*** The data ***
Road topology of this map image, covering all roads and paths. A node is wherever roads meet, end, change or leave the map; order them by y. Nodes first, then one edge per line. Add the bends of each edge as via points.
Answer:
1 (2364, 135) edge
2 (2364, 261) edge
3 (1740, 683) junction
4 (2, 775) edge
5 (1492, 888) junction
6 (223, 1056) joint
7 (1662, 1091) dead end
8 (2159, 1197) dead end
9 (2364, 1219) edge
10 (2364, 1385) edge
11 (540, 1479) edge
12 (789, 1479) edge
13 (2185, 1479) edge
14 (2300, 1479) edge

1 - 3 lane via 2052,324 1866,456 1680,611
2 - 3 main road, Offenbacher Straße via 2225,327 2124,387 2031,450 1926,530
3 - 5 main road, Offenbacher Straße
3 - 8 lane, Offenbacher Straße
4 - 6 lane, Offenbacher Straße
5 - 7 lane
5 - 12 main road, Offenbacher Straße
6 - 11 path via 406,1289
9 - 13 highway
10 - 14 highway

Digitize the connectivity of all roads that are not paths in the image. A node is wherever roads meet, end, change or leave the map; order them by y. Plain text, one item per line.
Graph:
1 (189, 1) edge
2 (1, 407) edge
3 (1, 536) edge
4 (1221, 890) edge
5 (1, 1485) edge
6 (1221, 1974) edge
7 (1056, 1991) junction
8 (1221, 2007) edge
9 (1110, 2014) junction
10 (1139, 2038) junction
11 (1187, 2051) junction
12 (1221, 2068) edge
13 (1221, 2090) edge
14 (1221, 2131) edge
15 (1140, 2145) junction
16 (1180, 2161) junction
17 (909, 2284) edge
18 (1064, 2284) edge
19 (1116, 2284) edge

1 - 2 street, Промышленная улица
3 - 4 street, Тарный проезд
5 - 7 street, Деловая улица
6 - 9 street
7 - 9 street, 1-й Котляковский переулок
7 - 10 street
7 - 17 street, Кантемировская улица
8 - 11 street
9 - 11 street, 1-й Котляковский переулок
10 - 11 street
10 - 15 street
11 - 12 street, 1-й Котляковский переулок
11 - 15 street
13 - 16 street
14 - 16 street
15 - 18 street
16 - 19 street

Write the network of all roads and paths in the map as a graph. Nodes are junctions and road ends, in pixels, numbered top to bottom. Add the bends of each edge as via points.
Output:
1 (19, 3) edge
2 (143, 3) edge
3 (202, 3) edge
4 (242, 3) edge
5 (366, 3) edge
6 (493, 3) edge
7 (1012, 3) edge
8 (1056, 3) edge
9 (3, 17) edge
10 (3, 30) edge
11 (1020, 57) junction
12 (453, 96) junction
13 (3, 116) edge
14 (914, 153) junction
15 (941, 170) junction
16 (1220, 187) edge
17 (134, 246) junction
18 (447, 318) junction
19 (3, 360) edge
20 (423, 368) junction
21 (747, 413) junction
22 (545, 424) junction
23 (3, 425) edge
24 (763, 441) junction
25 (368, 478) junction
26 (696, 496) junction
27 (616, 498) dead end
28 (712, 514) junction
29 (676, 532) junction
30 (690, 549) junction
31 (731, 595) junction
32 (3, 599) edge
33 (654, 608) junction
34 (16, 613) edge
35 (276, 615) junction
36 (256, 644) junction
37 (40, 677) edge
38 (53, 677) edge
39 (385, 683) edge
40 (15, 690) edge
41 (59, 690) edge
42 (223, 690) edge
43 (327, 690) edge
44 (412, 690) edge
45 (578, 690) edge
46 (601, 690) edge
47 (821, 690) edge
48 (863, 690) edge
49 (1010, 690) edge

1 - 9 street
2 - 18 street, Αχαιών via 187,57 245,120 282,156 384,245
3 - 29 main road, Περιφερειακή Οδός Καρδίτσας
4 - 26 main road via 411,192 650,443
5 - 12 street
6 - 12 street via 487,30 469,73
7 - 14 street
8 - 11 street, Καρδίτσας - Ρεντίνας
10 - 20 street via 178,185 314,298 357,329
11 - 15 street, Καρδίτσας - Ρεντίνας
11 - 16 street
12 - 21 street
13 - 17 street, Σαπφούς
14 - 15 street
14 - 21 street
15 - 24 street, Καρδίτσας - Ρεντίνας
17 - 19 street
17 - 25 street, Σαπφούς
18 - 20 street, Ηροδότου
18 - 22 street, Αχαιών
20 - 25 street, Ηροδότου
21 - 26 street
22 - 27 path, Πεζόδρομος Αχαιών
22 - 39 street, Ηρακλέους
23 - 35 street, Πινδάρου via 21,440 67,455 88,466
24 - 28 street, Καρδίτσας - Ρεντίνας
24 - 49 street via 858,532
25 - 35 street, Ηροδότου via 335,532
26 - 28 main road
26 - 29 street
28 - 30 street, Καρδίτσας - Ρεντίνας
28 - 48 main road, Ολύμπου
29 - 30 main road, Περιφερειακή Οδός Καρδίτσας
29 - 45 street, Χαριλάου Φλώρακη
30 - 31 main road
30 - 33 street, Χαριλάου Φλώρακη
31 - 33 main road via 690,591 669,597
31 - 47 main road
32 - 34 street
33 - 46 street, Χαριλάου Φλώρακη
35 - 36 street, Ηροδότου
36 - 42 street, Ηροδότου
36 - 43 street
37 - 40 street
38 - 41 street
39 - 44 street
*** End of The data ***
What the task requires
Give back all the records above exactly. Keep every word.

Response for this exercise
Road topology of this map image, covering all roads and paths. A node is wherever roads meet, end, change or leave the map; order them by y. Nodes first, then one edge per line. Add the bends of each edge as via points.
Answer:
1 (2364, 135) edge
2 (2364, 261) edge
3 (1740, 683) junction
4 (2, 775) edge
5 (1492, 888) junction
6 (223, 1056) joint
7 (1662, 1091) dead end
8 (2159, 1197) dead end
9 (2364, 1219) edge
10 (2364, 1385) edge
11 (540, 1479) edge
12 (789, 1479) edge
13 (2185, 1479) edge
14 (2300, 1479) edge

1 - 3 lane via 2052,324 1866,456 1680,611
2 - 3 main road, Offenbacher Straße via 2225,327 2124,387 2031,450 1926,530
3 - 5 main road, Offenbacher Straße
3 - 8 lane, Offenbacher Straße
4 - 6 lane, Offenbacher Straße
5 - 7 lane
5 - 12 main road, Offenbacher Straße
6 - 11 path via 406,1289
9 - 13 highway
10 - 14 highway

Digitize the connectivity of all roads that are not paths in the image. A node is wherever roads meet, end, change or leave the map; order them by y. Plain text, one item per line.
Graph:
1 (189, 1) edge
2 (1, 407) edge
3 (1, 536) edge
4 (1221, 890) edge
5 (1, 1485) edge
6 (1221, 1974) edge
7 (1056, 1991) junction
8 (1221, 2007) edge
9 (1110, 2014) junction
10 (1139, 2038) junction
11 (1187, 2051) junction
12 (1221, 2068) edge
13 (1221, 2090) edge
14 (1221, 2131) edge
15 (1140, 2145) junction
16 (1180, 2161) junction
17 (909, 2284) edge
18 (1064, 2284) edge
19 (1116, 2284) edge

1 - 2 street, Промышленная улица
3 - 4 street, Тарный проезд
5 - 7 street, Деловая улица
6 - 9 street
7 - 9 street, 1-й Котляковский переулок
7 - 10 street
7 - 17 street, Кантемировская улица
8 - 11 street
9 - 11 street, 1-й Котляковский переулок
10 - 11 street
10 - 15 street
11 - 12 street, 1-й Котляковский переулок
11 - 15 street
13 - 16 street
14 - 16 street
15 - 18 street
16 - 19 street

Write the network of all roads and paths in the map as a graph. Nodes are junctions and road ends, in pixels, numbered top to bottom. Add the bends of each edge as via points.
Output:
1 (19, 3) edge
2 (143, 3) edge
3 (202, 3) edge
4 (242, 3) edge
5 (366, 3) edge
6 (493, 3) edge
7 (1012, 3) edge
8 (1056, 3) edge
9 (3, 17) edge
10 (3, 30) edge
11 (1020, 57) junction
12 (453, 96) junction
13 (3, 116) edge
14 (914, 153) junction
15 (941, 170) junction
16 (1220, 187) edge
17 (134, 246) junction
18 (447, 318) junction
19 (3, 360) edge
20 (423, 368) junction
21 (747, 413) junction
22 (545, 424) junction
23 (3, 425) edge
24 (763, 441) junction
25 (368, 478) junction
26 (696, 496) junction
27 (616, 498) dead end
28 (712, 514) junction
29 (676, 532) junction
30 (690, 549) junction
31 (731, 595) junction
32 (3, 599) edge
33 (654, 608) junction
34 (16, 613) edge
35 (276, 615) junction
36 (256, 644) junction
37 (40, 677) edge
38 (53, 677) edge
39 (385, 683) edge
40 (15, 690) edge
41 (59, 690) edge
42 (223, 690) edge
43 (327, 690) edge
44 (412, 690) edge
45 (578, 690) edge
46 (601, 690) edge
47 (821, 690) edge
48 (863, 690) edge
49 (1010, 690) edge

1 - 9 street
2 - 18 street, Αχαιών via 187,57 245,120 282,156 384,245
3 - 29 main road, Περιφερειακή Οδός Καρδίτσας
4 - 26 main road via 411,192 650,443
5 - 12 street
6 - 12 street via 487,30 469,73
7 - 14 street
8 - 11 street, Καρδίτσας - Ρεντίνας
10 - 20 street via 178,185 314,298 357,329
11 - 15 street, Καρδίτσας - Ρεντίνας
11 - 16 street
12 - 21 street
13 - 17 street, Σαπφούς
14 - 15 street
14 - 21 street
15 - 24 street, Καρδίτσας - Ρεντίνας
17 - 19 street
17 - 25 street, Σαπφούς
18 - 20 street, Ηροδότου
18 - 22 street, Αχαιών
20 - 25 street, Ηροδότου
21 - 26 street
22 - 27 path, Πεζόδρομος Αχαιών
22 - 39 street, Ηρακλέους
23 - 35 street, Πινδάρου via 21,440 67,455 88,466
24 - 28 street, Καρδίτσας - Ρεντίνας
24 - 49 street via 858,532
25 - 35 street, Ηροδότου via 335,532
26 - 28 main road
26 - 29 street
28 - 30 street, Καρδίτσας - Ρεντίνας
28 - 48 main road, Ολύμπου
29 - 30 main road, Περιφερειακή Οδός Καρδίτσας
29 - 45 street, Χαριλάου Φλώρακη
30 - 31 main road
30 - 33 street, Χαριλάου Φλώρακη
31 - 33 main road via 690,591 669,597
31 - 47 main road
32 - 34 street
33 - 46 street, Χαριλάου Φλώρακη
35 - 36 street, Ηροδότου
36 - 42 street, Ηροδότου
36 - 43 street
37 - 40 street
38 - 41 street
39 - 44 street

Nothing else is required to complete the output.